Since displaying a legal notice would interfere with the automatic logon process, the Legal Notice will NOT be applied to any 2008//7/8.1/10/2008 R2/2012/2012 R2/2016/2019 computer if the computer has AutoAdminLogon enabled.
Settings
Legal notice
Clear Legal Notice
Select this check box to temporarily disable the Legal Notice from displaying on your clients. Clear this check box to configure a legal notice.
Window title
Enter a caption for the window frame in which the message text will be displayed. Static text or Desktop Authority Dynamic Variables can be used to configure the window title.
Example:
WARNING: Use of this computer is restricted and monitored!
Message
Enter the actual message text that will be displayed in the Legal Notice window.
Example:
Information contained within this computer system may be protected by the Privacy Act of 1974. All output, both visual and printed, must be marked appropriately and all precautions taken to prevent unauthorized use or disclosure. Do not discuss, enter, transfer, process, or transmit classified/sensitive national security information of greater sensitivity than that for which this system is authorized. This system is approved for SENSITIVE but UNCLASSIFIED information only. This is a Department of Defense (DoD) computer system. This computer system, including all related equipment, networks and network devices (specifically including Internet access), are provided only for authorized U.S. Government use. DoD computer systems may be monitored for all lawful purposes, including to ensure that their use is authorized, for management of the system, to facilitate protection against unauthorized access, and to verify security procedures, survivability and operational security.

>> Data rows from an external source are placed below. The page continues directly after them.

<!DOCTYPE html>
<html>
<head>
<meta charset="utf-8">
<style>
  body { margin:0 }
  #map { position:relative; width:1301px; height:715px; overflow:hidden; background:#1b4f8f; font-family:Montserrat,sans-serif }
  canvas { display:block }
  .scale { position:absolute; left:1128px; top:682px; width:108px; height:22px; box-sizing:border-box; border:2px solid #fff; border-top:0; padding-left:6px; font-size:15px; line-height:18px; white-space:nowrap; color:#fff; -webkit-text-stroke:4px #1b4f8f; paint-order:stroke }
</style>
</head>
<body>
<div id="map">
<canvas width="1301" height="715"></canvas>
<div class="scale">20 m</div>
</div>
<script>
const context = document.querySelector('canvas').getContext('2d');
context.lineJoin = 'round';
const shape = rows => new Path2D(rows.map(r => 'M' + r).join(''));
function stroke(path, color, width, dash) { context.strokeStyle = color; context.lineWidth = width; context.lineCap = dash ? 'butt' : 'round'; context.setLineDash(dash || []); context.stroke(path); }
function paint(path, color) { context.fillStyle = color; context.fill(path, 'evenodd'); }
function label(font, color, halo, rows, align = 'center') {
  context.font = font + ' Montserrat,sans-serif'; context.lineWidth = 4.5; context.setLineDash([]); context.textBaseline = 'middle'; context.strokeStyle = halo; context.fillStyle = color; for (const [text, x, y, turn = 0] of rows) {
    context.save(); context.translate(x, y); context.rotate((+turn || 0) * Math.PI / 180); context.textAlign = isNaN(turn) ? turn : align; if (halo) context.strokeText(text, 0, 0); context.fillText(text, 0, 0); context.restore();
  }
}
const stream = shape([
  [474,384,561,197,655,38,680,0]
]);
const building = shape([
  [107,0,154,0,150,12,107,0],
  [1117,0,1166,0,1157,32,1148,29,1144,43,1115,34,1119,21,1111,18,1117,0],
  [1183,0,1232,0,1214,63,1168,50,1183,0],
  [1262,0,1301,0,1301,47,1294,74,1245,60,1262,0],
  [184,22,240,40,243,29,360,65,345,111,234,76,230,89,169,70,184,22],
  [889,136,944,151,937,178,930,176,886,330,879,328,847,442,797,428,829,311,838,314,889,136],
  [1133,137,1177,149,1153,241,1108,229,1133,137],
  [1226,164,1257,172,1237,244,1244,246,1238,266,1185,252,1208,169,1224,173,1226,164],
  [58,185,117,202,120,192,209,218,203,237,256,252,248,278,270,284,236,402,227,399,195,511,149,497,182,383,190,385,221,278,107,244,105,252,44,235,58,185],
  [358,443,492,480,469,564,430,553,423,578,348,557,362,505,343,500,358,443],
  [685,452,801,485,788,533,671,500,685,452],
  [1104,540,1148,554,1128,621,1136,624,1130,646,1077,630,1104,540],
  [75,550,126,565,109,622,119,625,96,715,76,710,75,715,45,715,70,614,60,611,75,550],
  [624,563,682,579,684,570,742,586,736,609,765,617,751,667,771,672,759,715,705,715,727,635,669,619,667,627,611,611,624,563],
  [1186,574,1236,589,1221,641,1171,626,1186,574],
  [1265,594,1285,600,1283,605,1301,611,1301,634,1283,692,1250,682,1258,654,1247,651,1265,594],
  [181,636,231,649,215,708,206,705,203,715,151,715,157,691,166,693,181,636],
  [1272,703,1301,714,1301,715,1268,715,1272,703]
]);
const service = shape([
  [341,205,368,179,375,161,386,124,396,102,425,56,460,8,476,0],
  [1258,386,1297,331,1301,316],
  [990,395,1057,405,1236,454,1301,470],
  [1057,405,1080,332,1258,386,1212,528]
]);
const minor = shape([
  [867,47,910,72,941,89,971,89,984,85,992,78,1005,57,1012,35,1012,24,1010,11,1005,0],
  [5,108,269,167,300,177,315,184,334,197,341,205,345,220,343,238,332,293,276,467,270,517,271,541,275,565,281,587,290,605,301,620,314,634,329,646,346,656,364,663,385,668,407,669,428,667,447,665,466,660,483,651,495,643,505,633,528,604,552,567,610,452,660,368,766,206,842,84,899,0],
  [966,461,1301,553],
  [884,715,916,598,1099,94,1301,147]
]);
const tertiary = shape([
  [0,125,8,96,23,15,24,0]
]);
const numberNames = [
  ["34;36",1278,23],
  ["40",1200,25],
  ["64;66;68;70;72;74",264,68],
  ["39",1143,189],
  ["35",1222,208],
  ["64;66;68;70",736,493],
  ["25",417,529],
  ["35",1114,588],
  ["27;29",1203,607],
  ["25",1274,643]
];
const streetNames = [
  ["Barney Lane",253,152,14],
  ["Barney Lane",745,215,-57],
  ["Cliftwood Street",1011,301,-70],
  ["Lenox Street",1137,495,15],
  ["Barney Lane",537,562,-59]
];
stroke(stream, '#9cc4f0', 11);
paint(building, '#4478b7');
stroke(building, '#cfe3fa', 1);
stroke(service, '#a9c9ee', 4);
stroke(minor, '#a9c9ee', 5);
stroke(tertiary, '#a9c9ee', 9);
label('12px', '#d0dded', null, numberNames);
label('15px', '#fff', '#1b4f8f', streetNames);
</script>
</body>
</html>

Monitoring includes active attacks by authorized DoD entities to test or verify the security of this system. During monitoring, information may be examined, recorded, copied and used for authorized purposes. All information, including personal information, placed on or sent over this system may be monitored. Use of this DoD computer system, authorized or unauthorized, constitutes consent to monitoring of this system. Unauthorized use may subject you to criminal prosecution. Evidence of unauthorized use collected during monitoring may be used for administrative, criminal, or other adverse action. Use of this system constitutes consent to monitoring for these purposes.
Validation Logic
Select the Validation Logic tab to set the validation rules for this element.
Notes
Select the Notes tab to create any additional notes needed to document the profile element.
Description
When adding or modifying a profile object element, the description appears above the settings tab. Enter a description to annotate the element. The default value for new profile elements can be changed by going to the system Preferences.